Work item => A verbatim reprint of the records below is what this exercise asks for.

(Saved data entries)
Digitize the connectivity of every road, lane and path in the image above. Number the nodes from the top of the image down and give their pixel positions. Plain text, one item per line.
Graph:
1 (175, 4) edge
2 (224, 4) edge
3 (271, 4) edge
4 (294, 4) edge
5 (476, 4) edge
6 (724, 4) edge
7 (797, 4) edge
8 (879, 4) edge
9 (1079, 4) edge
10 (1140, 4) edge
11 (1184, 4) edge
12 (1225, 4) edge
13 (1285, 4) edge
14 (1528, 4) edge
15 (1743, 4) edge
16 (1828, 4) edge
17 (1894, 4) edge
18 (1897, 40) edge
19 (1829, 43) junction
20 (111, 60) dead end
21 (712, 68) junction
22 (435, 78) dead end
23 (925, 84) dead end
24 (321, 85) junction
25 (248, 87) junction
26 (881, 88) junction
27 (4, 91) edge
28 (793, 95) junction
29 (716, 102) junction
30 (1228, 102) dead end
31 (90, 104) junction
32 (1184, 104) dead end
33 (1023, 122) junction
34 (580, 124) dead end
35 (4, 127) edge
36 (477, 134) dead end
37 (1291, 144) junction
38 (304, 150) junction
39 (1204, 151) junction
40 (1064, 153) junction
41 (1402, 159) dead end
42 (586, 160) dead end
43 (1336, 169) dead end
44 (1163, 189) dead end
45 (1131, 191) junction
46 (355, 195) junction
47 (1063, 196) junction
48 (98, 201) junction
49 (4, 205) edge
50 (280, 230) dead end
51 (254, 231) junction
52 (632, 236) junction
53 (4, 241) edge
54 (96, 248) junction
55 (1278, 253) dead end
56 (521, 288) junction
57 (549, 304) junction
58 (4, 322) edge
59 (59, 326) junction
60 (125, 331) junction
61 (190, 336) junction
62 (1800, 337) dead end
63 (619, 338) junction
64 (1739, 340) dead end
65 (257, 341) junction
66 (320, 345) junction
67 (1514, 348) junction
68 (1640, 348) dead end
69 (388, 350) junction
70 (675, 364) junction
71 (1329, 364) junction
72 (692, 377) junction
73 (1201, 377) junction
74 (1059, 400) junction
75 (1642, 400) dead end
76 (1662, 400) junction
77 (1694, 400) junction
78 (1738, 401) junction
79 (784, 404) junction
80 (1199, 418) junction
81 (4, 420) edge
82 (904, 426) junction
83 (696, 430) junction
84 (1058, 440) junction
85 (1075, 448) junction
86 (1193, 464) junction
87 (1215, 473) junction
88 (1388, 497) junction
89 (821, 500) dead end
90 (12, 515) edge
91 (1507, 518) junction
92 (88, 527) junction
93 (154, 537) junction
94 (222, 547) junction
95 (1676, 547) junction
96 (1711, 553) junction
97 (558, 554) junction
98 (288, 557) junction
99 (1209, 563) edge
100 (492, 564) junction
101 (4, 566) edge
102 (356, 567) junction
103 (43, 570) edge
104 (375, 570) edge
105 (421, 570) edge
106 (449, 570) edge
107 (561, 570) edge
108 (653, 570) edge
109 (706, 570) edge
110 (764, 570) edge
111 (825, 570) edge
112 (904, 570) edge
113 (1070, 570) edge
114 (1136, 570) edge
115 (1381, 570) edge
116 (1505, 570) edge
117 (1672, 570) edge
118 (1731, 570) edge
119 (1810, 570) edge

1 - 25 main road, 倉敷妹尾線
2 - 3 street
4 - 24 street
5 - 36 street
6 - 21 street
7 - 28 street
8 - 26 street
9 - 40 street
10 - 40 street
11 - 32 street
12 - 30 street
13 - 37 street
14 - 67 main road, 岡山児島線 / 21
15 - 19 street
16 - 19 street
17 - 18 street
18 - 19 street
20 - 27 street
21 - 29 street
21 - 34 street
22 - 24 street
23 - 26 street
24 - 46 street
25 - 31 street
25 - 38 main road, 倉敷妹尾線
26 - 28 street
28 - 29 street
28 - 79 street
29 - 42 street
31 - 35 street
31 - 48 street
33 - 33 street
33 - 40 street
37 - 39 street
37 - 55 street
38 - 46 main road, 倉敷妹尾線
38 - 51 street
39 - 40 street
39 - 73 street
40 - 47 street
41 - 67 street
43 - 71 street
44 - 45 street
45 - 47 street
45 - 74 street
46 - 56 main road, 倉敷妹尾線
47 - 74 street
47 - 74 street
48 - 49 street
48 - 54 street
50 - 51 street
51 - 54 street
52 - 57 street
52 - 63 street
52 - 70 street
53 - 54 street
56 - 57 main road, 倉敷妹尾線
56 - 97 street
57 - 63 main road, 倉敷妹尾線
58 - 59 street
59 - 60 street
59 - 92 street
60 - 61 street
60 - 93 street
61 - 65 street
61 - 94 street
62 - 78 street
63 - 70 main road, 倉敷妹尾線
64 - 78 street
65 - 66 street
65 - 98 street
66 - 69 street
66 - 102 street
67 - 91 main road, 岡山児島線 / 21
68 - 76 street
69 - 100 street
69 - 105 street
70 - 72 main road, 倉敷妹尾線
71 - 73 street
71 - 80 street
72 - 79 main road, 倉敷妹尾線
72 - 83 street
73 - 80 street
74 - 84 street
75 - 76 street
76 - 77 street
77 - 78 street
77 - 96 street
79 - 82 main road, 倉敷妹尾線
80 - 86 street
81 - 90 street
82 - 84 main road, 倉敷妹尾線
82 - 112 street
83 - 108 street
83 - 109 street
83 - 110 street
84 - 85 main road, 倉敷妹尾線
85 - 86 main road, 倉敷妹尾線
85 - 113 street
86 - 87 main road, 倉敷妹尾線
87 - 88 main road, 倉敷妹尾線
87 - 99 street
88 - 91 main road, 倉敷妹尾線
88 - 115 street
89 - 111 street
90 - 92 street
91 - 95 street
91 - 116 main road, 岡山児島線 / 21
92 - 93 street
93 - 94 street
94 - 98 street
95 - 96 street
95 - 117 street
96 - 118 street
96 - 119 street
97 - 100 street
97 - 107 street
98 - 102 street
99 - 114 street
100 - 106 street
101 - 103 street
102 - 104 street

Written response =>
Digitize the connectivity of every road, lane and path in the image above. Number the nodes from the top of the image down and give their pixel positions. Plain text, one item per line.
Graph:
1 (175, 4) edge
2 (224, 4) edge
3 (271, 4) edge
4 (294, 4) edge
5 (476, 4) edge
6 (724, 4) edge
7 (797, 4) edge
8 (879, 4) edge
9 (1079, 4) edge
10 (1140, 4) edge
11 (1184, 4) edge
12 (1225, 4) edge
13 (1285, 4) edge
14 (1528, 4) edge
15 (1743, 4) edge
16 (1828, 4) edge
17 (1894, 4) edge
18 (1897, 40) edge
19 (1829, 43) junction
20 (111, 60) dead end
21 (712, 68) junction
22 (435, 78) dead end
23 (925, 84) dead end
24 (321, 85) junction
25 (248, 87) junction
26 (881, 88) junction
27 (4, 91) edge
28 (793, 95) junction
29 (716, 102) junction
30 (1228, 102) dead end
31 (90, 104) junction
32 (1184, 104) dead end
33 (1023, 122) junction
34 (580, 124) dead end
35 (4, 127) edge
36 (477, 134) dead end
37 (1291, 144) junction
38 (304, 150) junction
39 (1204, 151) junction
40 (1064, 153) junction
41 (1402, 159) dead end
42 (586, 160) dead end
43 (1336, 169) dead end
44 (1163, 189) dead end
45 (1131, 191) junction
46 (355, 195) junction
47 (1063, 196) junction
48 (98, 201) junction
49 (4, 205) edge
50 (280, 230) dead end
51 (254, 231) junction
52 (632, 236) junction
53 (4, 241) edge
54 (96, 248) junction
55 (1278, 253) dead end
56 (521, 288) junction
57 (549, 304) junction
58 (4, 322) edge
59 (59, 326) junction
60 (125, 331) junction
61 (190, 336) junction
62 (1800, 337) dead end
63 (619, 338) junction
64 (1739, 340) dead end
65 (257, 341) junction
66 (320, 345) junction
67 (1514, 348) junction
68 (1640, 348) dead end
69 (388, 350) junction
70 (675, 364) junction
71 (1329, 364) junction
72 (692, 377) junction
73 (1201, 377) junction
74 (1059, 400) junction
75 (1642, 400) dead end
76 (1662, 400) junction
77 (1694, 400) junction
78 (1738, 401) junction
79 (784, 404) junction
80 (1199, 418) junction
81 (4, 420) edge
82 (904, 426) junction
83 (696, 430) junction
84 (1058, 440) junction
85 (1075, 448) junction
86 (1193, 464) junction
87 (1215, 473) junction
88 (1388, 497) junction
89 (821, 500) dead end
90 (12, 515) edge
91 (1507, 518) junction
92 (88, 527) junction
93 (154, 537) junction
94 (222, 547) junction
95 (1676, 547) junction
96 (1711, 553) junction
97 (558, 554) junction
98 (288, 557) junction
99 (1209, 563) edge
100 (492, 564) junction
101 (4, 566) edge
102 (356, 567) junction
103 (43, 570) edge
104 (375, 570) edge
105 (421, 570) edge
106 (449, 570) edge
107 (561, 570) edge
108 (653, 570) edge
109 (706, 570) edge
110 (764, 570) edge
111 (825, 570) edge
112 (904, 570) edge
113 (1070, 570) edge
114 (1136, 570) edge
115 (1381, 570) edge
116 (1505, 570) edge
117 (1672, 570) edge
118 (1731, 570) edge
119 (1810, 570) edge

1 - 25 main road, 倉敷妹尾線
2 - 3 street
4 - 24 street
5 - 36 street
6 - 21 street
7 - 28 street
8 - 26 street
9 - 40 street
10 - 40 street
11 - 32 street
12 - 30 street
13 - 37 street
14 - 67 main road, 岡山児島線 / 21
15 - 19 street
16 - 19 street
17 - 18 street
18 - 19 street
20 - 27 street
21 - 29 street
21 - 34 street
22 - 24 street
23 - 26 street
24 - 46 street
25 - 31 street
25 - 38 main road, 倉敷妹尾線
26 - 28 street
28 - 29 street
28 - 79 street
29 - 42 street
31 - 35 street
31 - 48 street
33 - 33 street
33 - 40 street
37 - 39 street
37 - 55 street
38 - 46 main road, 倉敷妹尾線
38 - 51 street
39 - 40 street
39 - 73 street
40 - 47 street
41 - 67 street
43 - 71 street
44 - 45 street
45 - 47 street
45 - 74 street
46 - 56 main road, 倉敷妹尾線
47 - 74 street
47 - 74 street
48 - 49 street
48 - 54 street
50 - 51 street
51 - 54 street
52 - 57 street
52 - 63 street
52 - 70 street
53 - 54 street
56 - 57 main road, 倉敷妹尾線
56 - 97 street
57 - 63 main road, 倉敷妹尾線
58 - 59 street
59 - 60 street
59 - 92 street
60 - 61 street
60 - 93 street
61 - 65 street
61 - 94 street
62 - 78 street
63 - 70 main road, 倉敷妹尾線
64 - 78 street
65 - 66 street
65 - 98 street
66 - 69 street
66 - 102 street
67 - 91 main road, 岡山児島線 / 21
68 - 76 street
69 - 100 street
69 - 105 street
70 - 72 main road, 倉敷妹尾線
71 - 73 street
71 - 80 street
72 - 79 main road, 倉敷妹尾線
72 - 83 street
73 - 80 street
74 - 84 street
75 - 76 street
76 - 77 street
77 - 78 street
77 - 96 street
79 - 82 main road, 倉敷妹尾線
80 - 86 street
81 - 90 street
82 - 84 main road, 倉敷妹尾線
82 - 112 street
83 - 108 street
83 - 109 street
83 - 110 street
84 - 85 main road, 倉敷妹尾線
85 - 86 main road, 倉敷妹尾線
85 - 113 street
86 - 87 main road, 倉敷妹尾線
87 - 88 main road, 倉敷妹尾線
87 - 99 street
88 - 91 main road, 倉敷妹尾線
88 - 115 street
89 - 111 street
90 - 92 street
91 - 95 street
91 - 116 main road, 岡山児島線 / 21
92 - 93 street
93 - 94 street
94 - 98 street
95 - 96 street
95 - 117 street
96 - 118 street
96 - 119 street
97 - 100 street
97 - 107 street
98 - 102 street
99 - 114 street
100 - 106 street
101 - 103 street
102 - 104 street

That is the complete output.